Material for this task:
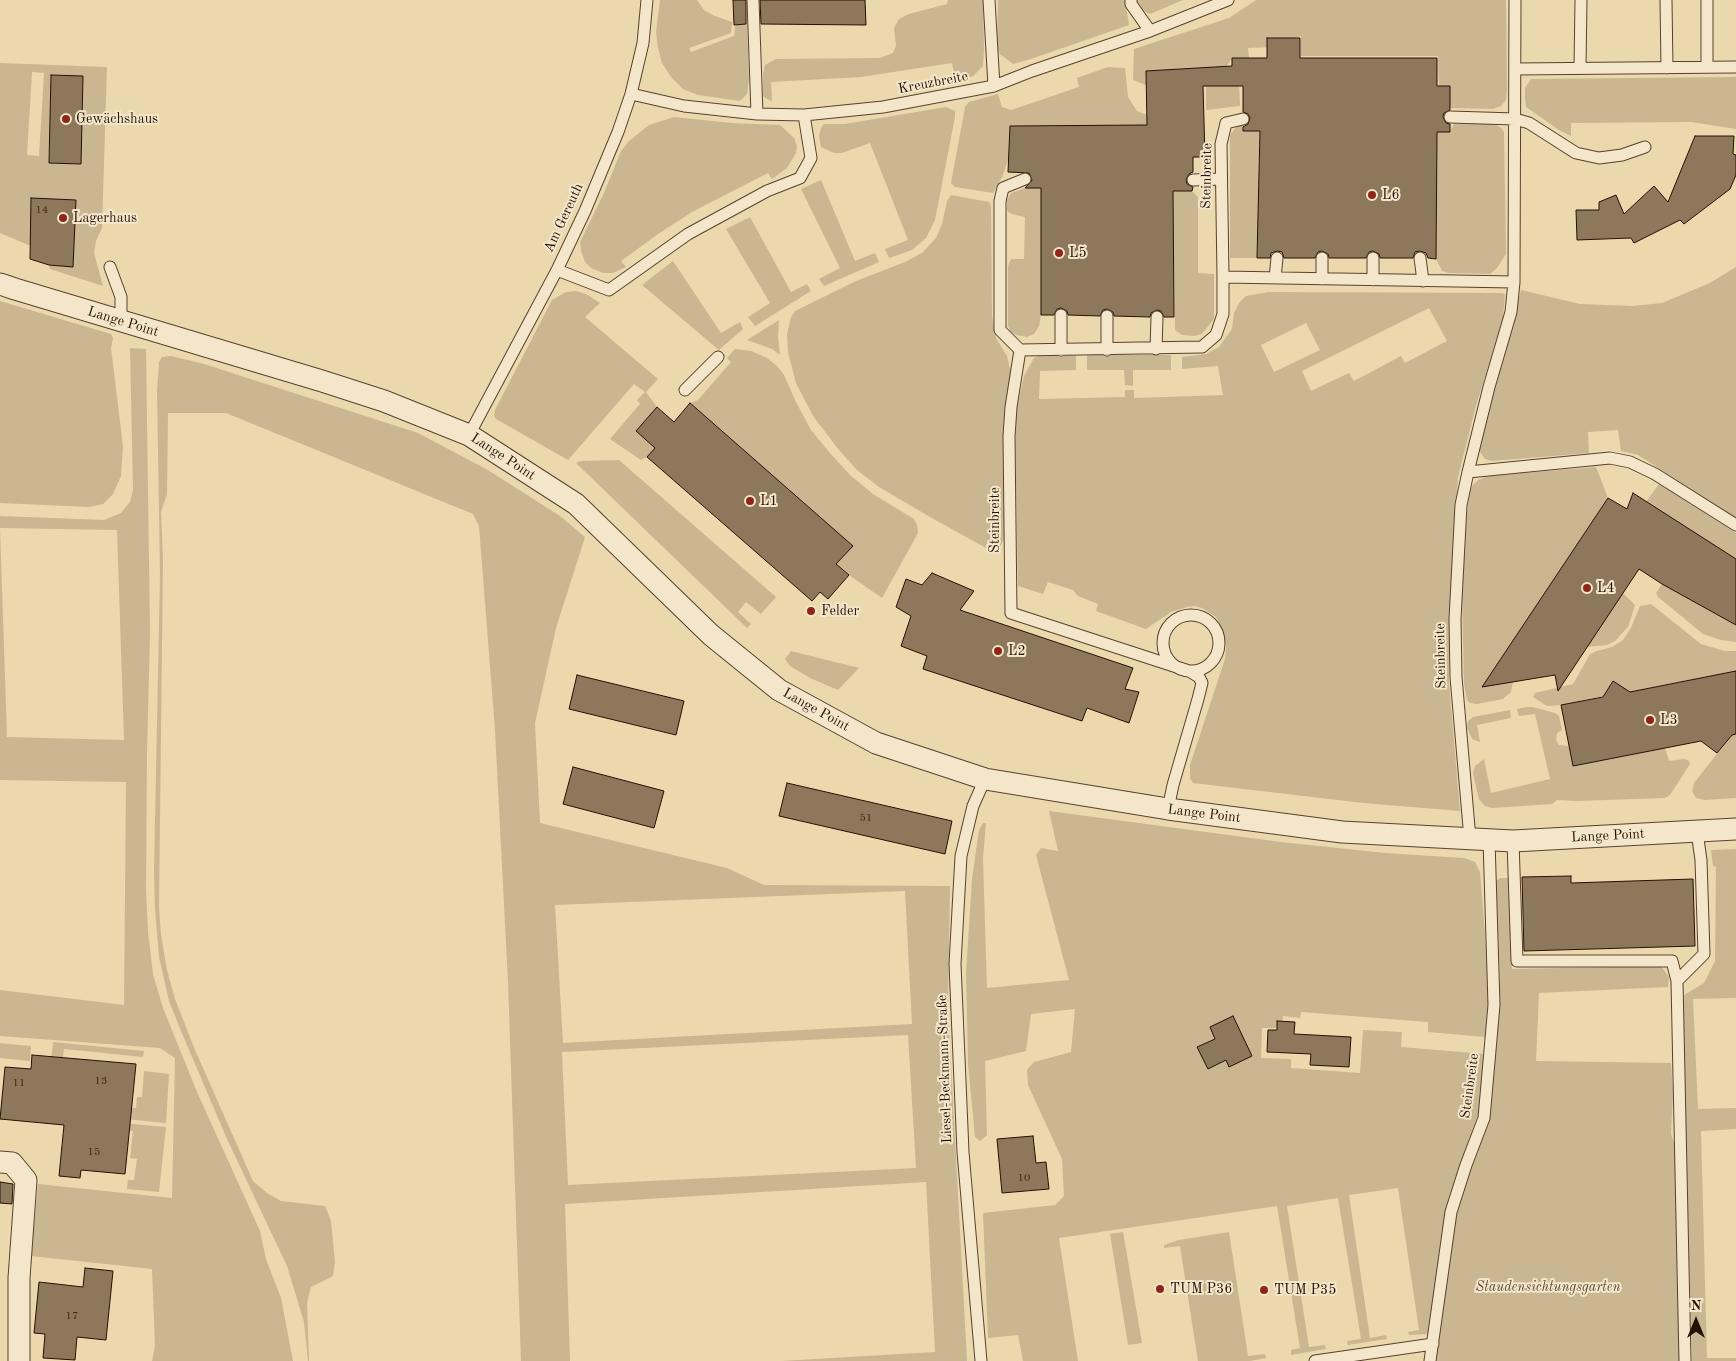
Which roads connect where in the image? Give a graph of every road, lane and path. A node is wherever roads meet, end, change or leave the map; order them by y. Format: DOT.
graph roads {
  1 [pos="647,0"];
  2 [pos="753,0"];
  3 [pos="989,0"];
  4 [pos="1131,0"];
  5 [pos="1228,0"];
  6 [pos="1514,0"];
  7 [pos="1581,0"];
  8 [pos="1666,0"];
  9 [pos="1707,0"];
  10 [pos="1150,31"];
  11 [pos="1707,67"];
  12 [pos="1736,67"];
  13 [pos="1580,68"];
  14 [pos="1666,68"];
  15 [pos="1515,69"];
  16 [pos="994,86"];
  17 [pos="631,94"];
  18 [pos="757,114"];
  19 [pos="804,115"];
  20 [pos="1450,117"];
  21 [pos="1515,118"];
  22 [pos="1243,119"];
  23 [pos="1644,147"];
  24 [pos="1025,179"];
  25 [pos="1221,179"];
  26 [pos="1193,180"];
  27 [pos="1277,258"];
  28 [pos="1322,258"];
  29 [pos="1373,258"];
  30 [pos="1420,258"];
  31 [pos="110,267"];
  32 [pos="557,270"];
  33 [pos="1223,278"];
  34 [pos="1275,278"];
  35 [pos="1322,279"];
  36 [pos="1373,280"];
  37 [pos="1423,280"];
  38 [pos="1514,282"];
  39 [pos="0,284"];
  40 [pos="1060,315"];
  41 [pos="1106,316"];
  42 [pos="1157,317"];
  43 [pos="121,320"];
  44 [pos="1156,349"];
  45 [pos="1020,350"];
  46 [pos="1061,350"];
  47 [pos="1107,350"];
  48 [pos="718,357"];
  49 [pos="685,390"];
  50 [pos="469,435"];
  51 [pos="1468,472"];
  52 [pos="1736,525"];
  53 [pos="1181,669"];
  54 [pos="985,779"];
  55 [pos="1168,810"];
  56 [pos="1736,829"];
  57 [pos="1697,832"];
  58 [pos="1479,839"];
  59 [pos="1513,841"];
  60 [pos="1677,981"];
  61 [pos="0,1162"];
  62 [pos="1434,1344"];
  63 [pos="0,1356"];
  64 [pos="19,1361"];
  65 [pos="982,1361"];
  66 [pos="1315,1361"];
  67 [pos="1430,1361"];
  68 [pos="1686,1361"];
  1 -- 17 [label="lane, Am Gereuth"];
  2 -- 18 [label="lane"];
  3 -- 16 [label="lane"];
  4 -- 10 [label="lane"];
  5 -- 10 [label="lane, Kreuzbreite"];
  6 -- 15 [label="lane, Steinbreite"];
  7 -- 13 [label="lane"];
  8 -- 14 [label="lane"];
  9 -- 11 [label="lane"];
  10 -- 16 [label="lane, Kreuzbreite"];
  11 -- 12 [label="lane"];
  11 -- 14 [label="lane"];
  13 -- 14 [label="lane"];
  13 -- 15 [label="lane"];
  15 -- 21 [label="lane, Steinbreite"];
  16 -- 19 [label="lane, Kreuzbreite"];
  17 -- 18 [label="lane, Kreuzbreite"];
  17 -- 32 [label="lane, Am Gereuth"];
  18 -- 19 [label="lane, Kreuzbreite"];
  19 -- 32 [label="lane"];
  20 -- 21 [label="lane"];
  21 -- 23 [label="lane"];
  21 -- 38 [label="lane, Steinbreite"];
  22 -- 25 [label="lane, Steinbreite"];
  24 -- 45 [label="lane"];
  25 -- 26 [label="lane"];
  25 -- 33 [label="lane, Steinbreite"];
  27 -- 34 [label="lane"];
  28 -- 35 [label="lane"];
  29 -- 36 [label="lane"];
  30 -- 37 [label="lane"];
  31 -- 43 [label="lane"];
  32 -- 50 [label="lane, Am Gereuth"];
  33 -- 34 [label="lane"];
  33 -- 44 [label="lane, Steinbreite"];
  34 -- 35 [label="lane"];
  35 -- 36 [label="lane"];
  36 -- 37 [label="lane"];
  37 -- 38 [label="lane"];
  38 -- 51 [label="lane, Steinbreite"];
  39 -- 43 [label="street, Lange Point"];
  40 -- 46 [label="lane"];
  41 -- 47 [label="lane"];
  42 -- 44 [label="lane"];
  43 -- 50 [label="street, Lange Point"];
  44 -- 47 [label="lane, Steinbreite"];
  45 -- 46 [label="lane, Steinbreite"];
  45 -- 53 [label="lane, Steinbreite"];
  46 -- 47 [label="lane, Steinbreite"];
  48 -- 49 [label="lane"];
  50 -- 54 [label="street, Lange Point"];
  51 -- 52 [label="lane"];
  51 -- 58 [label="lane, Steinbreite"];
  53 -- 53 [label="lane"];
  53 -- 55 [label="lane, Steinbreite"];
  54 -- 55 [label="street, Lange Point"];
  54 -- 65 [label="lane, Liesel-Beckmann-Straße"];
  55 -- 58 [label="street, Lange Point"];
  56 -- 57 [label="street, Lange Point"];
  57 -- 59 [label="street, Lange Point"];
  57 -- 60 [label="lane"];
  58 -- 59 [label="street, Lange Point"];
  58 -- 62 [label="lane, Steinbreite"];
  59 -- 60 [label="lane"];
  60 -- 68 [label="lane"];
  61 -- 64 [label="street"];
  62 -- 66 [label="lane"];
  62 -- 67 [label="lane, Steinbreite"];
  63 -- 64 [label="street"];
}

Directions for this task: When you output the listing, reproduce it exactly but drop its pictures.

Answer to this task:
Which roads connect where in the image? Give a graph of every road, lane and path. A node is wherever roads meet, end, change or leave the map; order them by y. Format: DOT.
graph roads {
  1 [pos="647,0"];
  2 [pos="753,0"];
  3 [pos="989,0"];
  4 [pos="1131,0"];
  5 [pos="1228,0"];
  6 [pos="1514,0"];
  7 [pos="1581,0"];
  8 [pos="1666,0"];
  9 [pos="1707,0"];
  10 [pos="1150,31"];
  11 [pos="1707,67"];
  12 [pos="1736,67"];
  13 [pos="1580,68"];
  14 [pos="1666,68"];
  15 [pos="1515,69"];
  16 [pos="994,86"];
  17 [pos="631,94"];
  18 [pos="757,114"];
  19 [pos="804,115"];
  20 [pos="1450,117"];
  21 [pos="1515,118"];
  22 [pos="1243,119"];
  23 [pos="1644,147"];
  24 [pos="1025,179"];
  25 [pos="1221,179"];
  26 [pos="1193,180"];
  27 [pos="1277,258"];
  28 [pos="1322,258"];
  29 [pos="1373,258"];
  30 [pos="1420,258"];
  31 [pos="110,267"];
  32 [pos="557,270"];
  33 [pos="1223,278"];
  34 [pos="1275,278"];
  35 [pos="1322,279"];
  36 [pos="1373,280"];
  37 [pos="1423,280"];
  38 [pos="1514,282"];
  39 [pos="0,284"];
  40 [pos="1060,315"];
  41 [pos="1106,316"];
  42 [pos="1157,317"];
  43 [pos="121,320"];
  44 [pos="1156,349"];
  45 [pos="1020,350"];
  46 [pos="1061,350"];
  47 [pos="1107,350"];
  48 [pos="718,357"];
  49 [pos="685,390"];
  50 [pos="469,435"];
  51 [pos="1468,472"];
  52 [pos="1736,525"];
  53 [pos="1181,669"];
  54 [pos="985,779"];
  55 [pos="1168,810"];
  56 [pos="1736,829"];
  57 [pos="1697,832"];
  58 [pos="1479,839"];
  59 [pos="1513,841"];
  60 [pos="1677,981"];
  61 [pos="0,1162"];
  62 [pos="1434,1344"];
  63 [pos="0,1356"];
  64 [pos="19,1361"];
  65 [pos="982,1361"];
  66 [pos="1315,1361"];
  67 [pos="1430,1361"];
  68 [pos="1686,1361"];
  1 -- 17 [label="lane, Am Gereuth"];
  2 -- 18 [label="lane"];
  3 -- 16 [label="lane"];
  4 -- 10 [label="lane"];
  5 -- 10 [label="lane, Kreuzbreite"];
  6 -- 15 [label="lane, Steinbreite"];
  7 -- 13 [label="lane"];
  8 -- 14 [label="lane"];
  9 -- 11 [label="lane"];
  10 -- 16 [label="lane, Kreuzbreite"];
  11 -- 12 [label="lane"];
  11 -- 14 [label="lane"];
  13 -- 14 [label="lane"];
  13 -- 15 [label="lane"];
  15 -- 21 [label="lane, Steinbreite"];
  16 -- 19 [label="lane, Kreuzbreite"];
  17 -- 18 [label="lane, Kreuzbreite"];
  17 -- 32 [label="lane, Am Gereuth"];
  18 -- 19 [label="lane, Kreuzbreite"];
  19 -- 32 [label="lane"];
  20 -- 21 [label="lane"];
  21 -- 23 [label="lane"];
  21 -- 38 [label="lane, Steinbreite"];
  22 -- 25 [label="lane, Steinbreite"];
  24 -- 45 [label="lane"];
  25 -- 26 [label="lane"];
  25 -- 33 [label="lane, Steinbreite"];
  27 -- 34 [label="lane"];
  28 -- 35 [label="lane"];
  29 -- 36 [label="lane"];
  30 -- 37 [label="lane"];
  31 -- 43 [label="lane"];
  32 -- 50 [label="lane, Am Gereuth"];
  33 -- 34 [label="lane"];
  33 -- 44 [label="lane, Steinbreite"];
  34 -- 35 [label="lane"];
  35 -- 36 [label="lane"];
  36 -- 37 [label="lane"];
  37 -- 38 [label="lane"];
  38 -- 51 [label="lane, Steinbreite"];
  39 -- 43 [label="street, Lange Point"];
  40 -- 46 [label="lane"];
  41 -- 47 [label="lane"];
  42 -- 44 [label="lane"];
  43 -- 50 [label="street, Lange Point"];
  44 -- 47 [label="lane, Steinbreite"];
  45 -- 46 [label="lane, Steinbreite"];
  45 -- 53 [label="lane, Steinbreite"];
  46 -- 47 [label="lane, Steinbreite"];
  48 -- 49 [label="lane"];
  50 -- 54 [label="street, Lange Point"];
  51 -- 52 [label="lane"];
  51 -- 58 [label="lane, Steinbreite"];
  53 -- 53 [label="lane"];
  53 -- 55 [label="lane, Steinbreite"];
  54 -- 55 [label="street, Lange Point"];
  54 -- 65 [label="lane, Liesel-Beckmann-Straße"];
  55 -- 58 [label="street, Lange Point"];
  56 -- 57 [label="street, Lange Point"];
  57 -- 59 [label="street, Lange Point"];
  57 -- 60 [label="lane"];
  58 -- 59 [label="street, Lange Point"];
  58 -- 62 [label="lane, Steinbreite"];
  59 -- 60 [label="lane"];
  60 -- 68 [label="lane"];
  61 -- 64 [label="street"];
  62 -- 66 [label="lane"];
  62 -- 67 [label="lane, Steinbreite"];
  63 -- 64 [label="street"];
}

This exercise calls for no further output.